**SOURCE DATA:**
- Opening Delimiter -

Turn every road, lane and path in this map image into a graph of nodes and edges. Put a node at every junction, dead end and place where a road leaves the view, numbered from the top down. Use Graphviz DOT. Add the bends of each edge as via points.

- Closing Delimiter -
- Opening Delimiter -

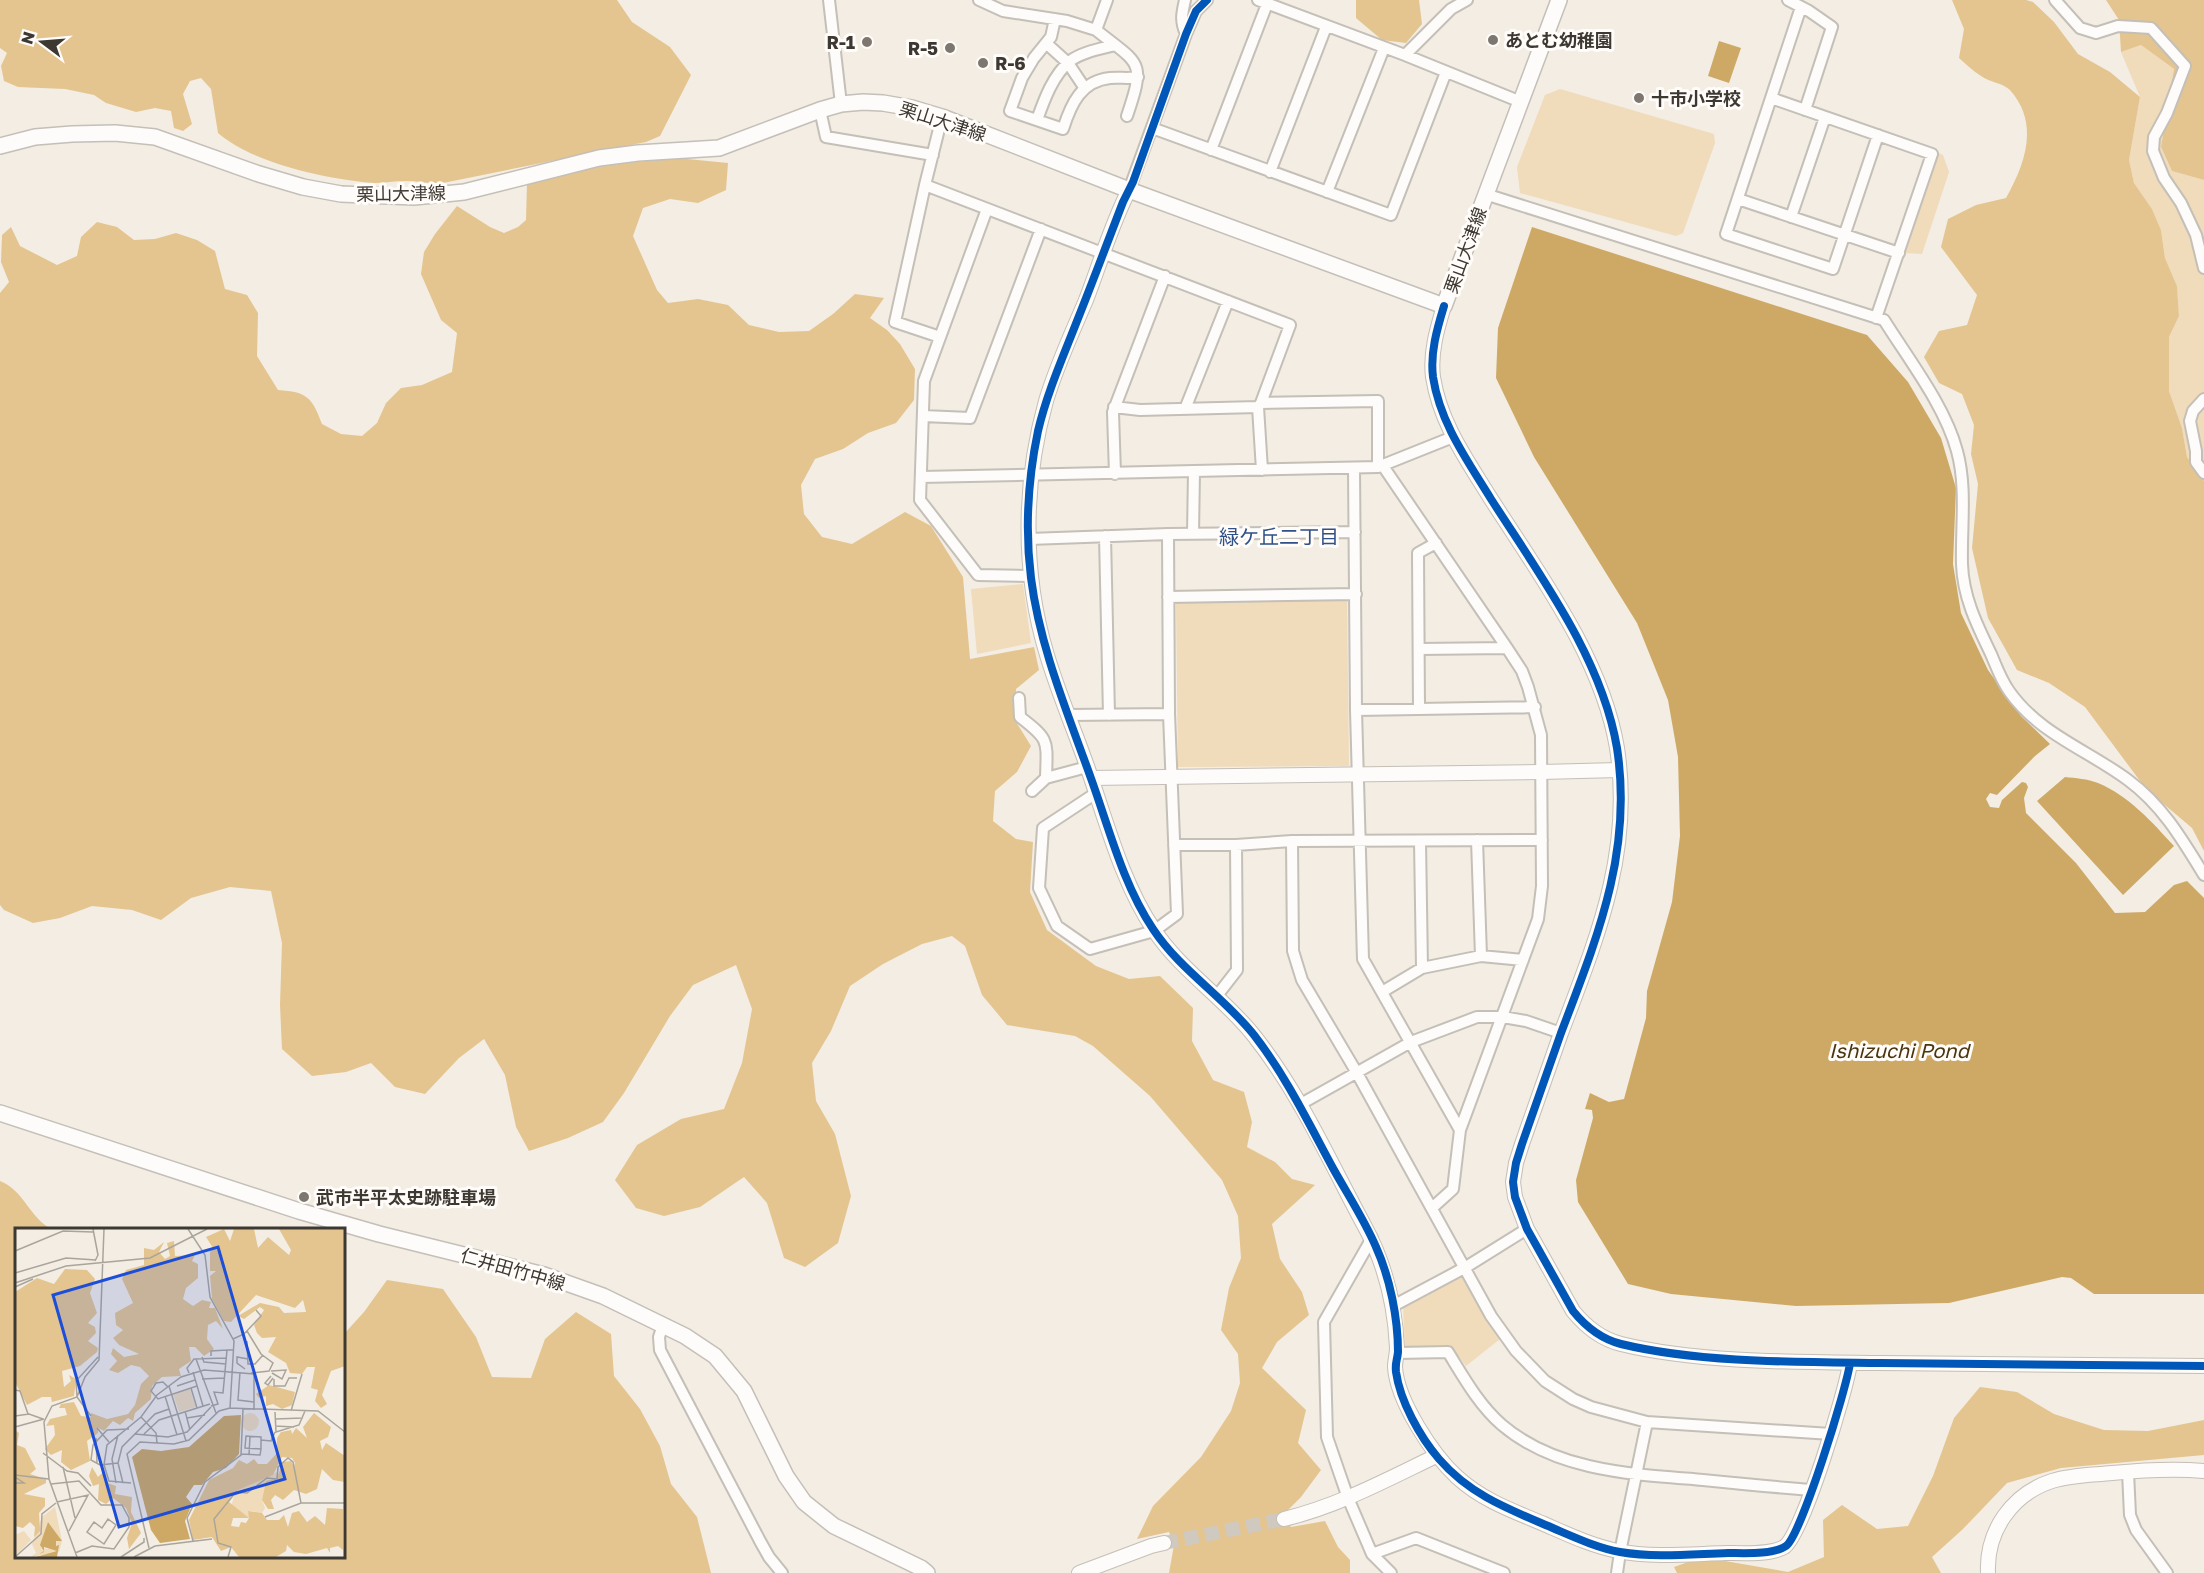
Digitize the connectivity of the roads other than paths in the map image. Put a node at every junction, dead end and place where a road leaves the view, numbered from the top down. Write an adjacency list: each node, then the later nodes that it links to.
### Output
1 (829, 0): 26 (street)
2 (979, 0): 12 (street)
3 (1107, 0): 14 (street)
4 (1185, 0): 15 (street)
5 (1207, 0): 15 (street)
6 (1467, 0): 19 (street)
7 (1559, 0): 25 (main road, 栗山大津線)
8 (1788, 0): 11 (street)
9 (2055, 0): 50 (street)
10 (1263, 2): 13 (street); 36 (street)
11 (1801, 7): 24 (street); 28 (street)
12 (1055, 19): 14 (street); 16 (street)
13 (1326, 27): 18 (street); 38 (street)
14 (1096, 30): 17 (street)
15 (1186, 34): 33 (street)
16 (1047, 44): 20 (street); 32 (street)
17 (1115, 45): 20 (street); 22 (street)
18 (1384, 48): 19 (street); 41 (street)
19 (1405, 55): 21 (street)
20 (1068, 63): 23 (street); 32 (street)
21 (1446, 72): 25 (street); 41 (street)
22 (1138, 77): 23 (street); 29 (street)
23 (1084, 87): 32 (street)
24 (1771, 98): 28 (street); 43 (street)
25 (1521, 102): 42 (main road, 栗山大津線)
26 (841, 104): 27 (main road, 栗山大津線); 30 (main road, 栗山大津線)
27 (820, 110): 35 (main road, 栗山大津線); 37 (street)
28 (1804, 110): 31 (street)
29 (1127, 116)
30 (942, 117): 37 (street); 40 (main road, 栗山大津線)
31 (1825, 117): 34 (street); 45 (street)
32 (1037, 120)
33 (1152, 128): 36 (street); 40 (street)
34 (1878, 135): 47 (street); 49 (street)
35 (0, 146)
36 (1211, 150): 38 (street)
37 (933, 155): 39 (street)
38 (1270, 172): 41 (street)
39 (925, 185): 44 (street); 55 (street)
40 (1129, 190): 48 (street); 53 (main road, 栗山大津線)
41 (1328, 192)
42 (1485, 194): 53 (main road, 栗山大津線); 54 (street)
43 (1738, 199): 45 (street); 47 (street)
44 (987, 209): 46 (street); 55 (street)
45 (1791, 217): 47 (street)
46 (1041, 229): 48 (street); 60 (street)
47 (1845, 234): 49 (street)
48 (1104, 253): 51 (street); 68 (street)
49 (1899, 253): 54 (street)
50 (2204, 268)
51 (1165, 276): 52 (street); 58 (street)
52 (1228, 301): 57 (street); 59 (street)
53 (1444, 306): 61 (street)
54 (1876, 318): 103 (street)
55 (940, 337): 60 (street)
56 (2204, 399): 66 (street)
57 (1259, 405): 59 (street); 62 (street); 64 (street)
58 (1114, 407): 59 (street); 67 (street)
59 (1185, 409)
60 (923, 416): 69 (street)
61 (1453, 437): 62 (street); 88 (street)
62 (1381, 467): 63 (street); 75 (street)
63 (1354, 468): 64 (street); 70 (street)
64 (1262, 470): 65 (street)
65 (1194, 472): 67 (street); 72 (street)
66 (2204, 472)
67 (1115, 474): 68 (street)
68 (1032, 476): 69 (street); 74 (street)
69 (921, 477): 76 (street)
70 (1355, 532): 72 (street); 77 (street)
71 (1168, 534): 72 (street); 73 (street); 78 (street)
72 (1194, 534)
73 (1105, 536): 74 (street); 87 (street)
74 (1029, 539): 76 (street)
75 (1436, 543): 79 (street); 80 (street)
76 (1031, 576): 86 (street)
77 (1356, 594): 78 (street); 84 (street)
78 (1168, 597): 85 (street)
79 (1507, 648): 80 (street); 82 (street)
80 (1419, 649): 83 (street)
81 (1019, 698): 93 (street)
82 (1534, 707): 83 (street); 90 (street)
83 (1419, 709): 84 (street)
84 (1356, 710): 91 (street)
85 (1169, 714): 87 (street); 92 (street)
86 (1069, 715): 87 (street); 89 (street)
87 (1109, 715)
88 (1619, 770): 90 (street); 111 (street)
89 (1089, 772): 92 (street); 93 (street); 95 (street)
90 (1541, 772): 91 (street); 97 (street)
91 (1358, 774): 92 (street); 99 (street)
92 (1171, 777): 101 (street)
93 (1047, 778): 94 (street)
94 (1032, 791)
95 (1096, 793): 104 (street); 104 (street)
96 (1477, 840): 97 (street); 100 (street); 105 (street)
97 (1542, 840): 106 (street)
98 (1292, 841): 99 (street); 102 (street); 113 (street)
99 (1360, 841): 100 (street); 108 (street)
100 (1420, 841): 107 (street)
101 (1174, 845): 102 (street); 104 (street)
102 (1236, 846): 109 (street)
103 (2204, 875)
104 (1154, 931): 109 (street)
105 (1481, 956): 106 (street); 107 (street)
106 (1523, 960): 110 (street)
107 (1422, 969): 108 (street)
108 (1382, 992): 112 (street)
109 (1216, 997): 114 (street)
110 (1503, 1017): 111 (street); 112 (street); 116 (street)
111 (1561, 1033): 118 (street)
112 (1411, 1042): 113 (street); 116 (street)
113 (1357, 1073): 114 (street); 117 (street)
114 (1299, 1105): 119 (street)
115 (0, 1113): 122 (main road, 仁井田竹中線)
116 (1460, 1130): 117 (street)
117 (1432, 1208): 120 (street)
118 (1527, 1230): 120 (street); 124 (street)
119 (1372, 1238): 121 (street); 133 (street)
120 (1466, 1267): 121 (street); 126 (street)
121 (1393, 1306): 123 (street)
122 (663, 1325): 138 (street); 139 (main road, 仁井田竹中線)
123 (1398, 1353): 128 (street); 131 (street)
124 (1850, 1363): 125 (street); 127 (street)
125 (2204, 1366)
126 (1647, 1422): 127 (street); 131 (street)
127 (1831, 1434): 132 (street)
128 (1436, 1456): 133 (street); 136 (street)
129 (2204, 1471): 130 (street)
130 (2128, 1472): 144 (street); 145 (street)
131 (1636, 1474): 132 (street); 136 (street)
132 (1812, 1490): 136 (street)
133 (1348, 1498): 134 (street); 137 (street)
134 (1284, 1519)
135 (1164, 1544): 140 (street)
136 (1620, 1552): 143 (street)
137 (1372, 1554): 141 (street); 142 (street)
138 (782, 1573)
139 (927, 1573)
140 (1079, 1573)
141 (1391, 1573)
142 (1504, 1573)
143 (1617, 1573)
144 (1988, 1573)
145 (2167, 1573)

- Closing Delimiter -

**WORK INSTRUCTIONS:** The answer should be only the number of lines in the data that contain the string "node".

**SOLUTION TO THIS EXERCISE:** 2